When sudden visits by seeming serious-looking male elders to a household headman become frequent, in The Gambian context, there is no need much guessing, especially when the host household harbours ‘a ripe girl.’
At the age of 19, young Isatou Dukureh, who had finally returned home after years of studies at a ‘Madrassa’ in neighbouring Senegal was anticipating such visits.
A year later when her father started holding closed door discussions with unknown, but elderly faces that have all of a sudden become familiar to her, she suspected that she was at the centre of the discussions.
But she was at a loss to understand why they would talk about her, decide and arrange for her without asking her opinion, even out of courtesy.
“I was certain they were discussing about me, but no one bothered to put me in the picture. But I knew that would not last,” the 20-year-old woman told WOMEN’S BANTABAA.
“One day, when those elders that have been visiting my father came and left, my father called me into his room and informed me that ‘the nut have been tied.
Shaken, though not completely caught off guard, she wanted to ask many questions at the same time: to whom, why, when, how…?
But knowing full well that her father is not that type who often entertains her children’s opinion even on issues that concerns them, affects them, she allowed him to rest his case.
“I wanted to protest, but my father would not talk his children for more than 2 minutes. He would never ask his family’s consent on the decisions he take, not even his wives,” she alleged.
“So, my marriage was arranged with a man I had never set my eyes on. All that my father told me about him was that he met the man at an Islamic conference.
“He [father] told me it was a promise he made to the man and assured me that the man would make a good husband because he is a good Muslim.
Looking young and beautifully plump, 20-year-old Isatou’s experiences with the man her father thought would make a good husband are poles apart.
Forced marriage is still commonplace in The Gambia, though the rate is said to have declined thanks chiefly to intensive awareness creation as well as some positive legal and policy reforms.
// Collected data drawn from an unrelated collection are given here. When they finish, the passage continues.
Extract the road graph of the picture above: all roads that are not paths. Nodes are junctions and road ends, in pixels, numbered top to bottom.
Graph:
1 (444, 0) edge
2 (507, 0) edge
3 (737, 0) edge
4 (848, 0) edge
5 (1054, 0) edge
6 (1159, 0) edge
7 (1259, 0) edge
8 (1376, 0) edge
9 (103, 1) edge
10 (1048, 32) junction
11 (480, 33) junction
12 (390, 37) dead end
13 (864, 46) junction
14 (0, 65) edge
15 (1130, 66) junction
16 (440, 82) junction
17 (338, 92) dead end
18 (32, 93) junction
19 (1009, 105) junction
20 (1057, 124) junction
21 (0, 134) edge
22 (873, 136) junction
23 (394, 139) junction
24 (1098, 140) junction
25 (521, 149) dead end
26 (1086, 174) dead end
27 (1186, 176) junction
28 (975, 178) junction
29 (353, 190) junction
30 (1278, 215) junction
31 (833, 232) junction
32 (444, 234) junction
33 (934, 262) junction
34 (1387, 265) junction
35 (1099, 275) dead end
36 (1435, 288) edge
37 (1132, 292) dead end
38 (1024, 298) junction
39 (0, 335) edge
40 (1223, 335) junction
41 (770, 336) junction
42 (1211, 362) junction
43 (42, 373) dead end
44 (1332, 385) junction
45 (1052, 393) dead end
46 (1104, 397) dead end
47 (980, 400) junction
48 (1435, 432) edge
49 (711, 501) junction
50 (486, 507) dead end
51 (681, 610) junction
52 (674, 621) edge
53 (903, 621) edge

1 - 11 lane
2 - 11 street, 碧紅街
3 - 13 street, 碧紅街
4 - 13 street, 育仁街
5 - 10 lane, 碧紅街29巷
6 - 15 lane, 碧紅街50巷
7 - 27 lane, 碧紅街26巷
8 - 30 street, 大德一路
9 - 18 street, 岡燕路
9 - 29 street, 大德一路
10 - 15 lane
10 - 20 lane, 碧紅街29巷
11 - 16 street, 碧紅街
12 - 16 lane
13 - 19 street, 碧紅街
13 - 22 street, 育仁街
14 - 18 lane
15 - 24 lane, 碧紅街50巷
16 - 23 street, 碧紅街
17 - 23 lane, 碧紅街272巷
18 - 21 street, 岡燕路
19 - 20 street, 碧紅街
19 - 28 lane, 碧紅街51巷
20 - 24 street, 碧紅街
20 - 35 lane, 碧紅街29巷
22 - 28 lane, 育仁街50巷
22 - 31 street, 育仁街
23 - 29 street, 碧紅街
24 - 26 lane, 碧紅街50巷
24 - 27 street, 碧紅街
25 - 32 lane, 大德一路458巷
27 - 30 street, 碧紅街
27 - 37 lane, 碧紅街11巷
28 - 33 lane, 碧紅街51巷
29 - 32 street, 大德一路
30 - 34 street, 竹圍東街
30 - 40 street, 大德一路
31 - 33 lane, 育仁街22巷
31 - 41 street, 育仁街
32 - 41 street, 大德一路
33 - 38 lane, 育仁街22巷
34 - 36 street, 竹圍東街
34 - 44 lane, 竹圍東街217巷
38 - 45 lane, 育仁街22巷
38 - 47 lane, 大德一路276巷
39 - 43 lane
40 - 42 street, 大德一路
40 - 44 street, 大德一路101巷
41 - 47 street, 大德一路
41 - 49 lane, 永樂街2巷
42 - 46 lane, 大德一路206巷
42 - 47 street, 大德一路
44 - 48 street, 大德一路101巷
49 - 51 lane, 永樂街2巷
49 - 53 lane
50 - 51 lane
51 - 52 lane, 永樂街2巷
Rights activists however, say though legal provisions that protect women from forced marriage exist, the fact that they are made subject to personal laws make it hard, if not impossible to enforce.
This weakness in the existing legal provisions is compounded by the culture of silence and low awareness.
Isatou, for instance, attended a Madrassa. She is not aware of anything like Women’s Act, 2010. But even if aware, would it make much difference? For she has already accepted it as her fate.
“I have six elder sisters,” she says, “and I helplessly watched each of them disappear into their marital homes in tears.
“Since then, I came to the conclusion that I would not be an exception. Here I am suffering a similar fate.”
Born into a household where, unlike her brothers, young Isatou Dukureh’s inalienable rights to movement, association, education, opinion and speech was unduly alienated.
Her father, she explains, rules his household with an iron fist and punishes her by beating for some minor mistakes. Even his wives are not spared, though male children are accorded some preferential treatment when it comes to association, education, etc.
Growing up, young Isatou could hardly feel her father’s love for her. She sees conditions at her household as no different from prison where ones rights, especially a girl child’s, are unduly curtailed.
“My father’s house was like a prison,” she says, “but my marital home is a battleground.
“My husband and I have been married for over a year now, but I still don’t love him. I don’t have any feelings for him.
“He knows I don’t and he treats me badly,” she managed to say between sobs as she could no longer hold back her tears.
After a charged pause, she goes on: “I never thought my father would marry me to a stranger.
“I’ve struggled to understand how any parent could do this to his or her child.
“My husband treats me cruelly. I wanted to divorce him right now, but my father would kill me.
“He would curse me when I tell him that I don’t love my husband. He would never forgive me for disobeying him.”
Worse than that, Isatou says, her husband has vowed never to divorce her ‘because my father gave me to him as ‘gift.’
She explains further: “When I traveled with my husband to his home village in in Guinea Conakry, I found out that he has another wife.
“He never told me about it. It was his parents who informed me while I was there.
“Infact, my husband wife told me if there are no men in my own country. She queries why my father should get me married to his husband.
“I wake up every morning hoping that my husband would tell me: pack up and leave … that he doesn’t want me any more,” she says. But that seems to be a far away aspiration for now.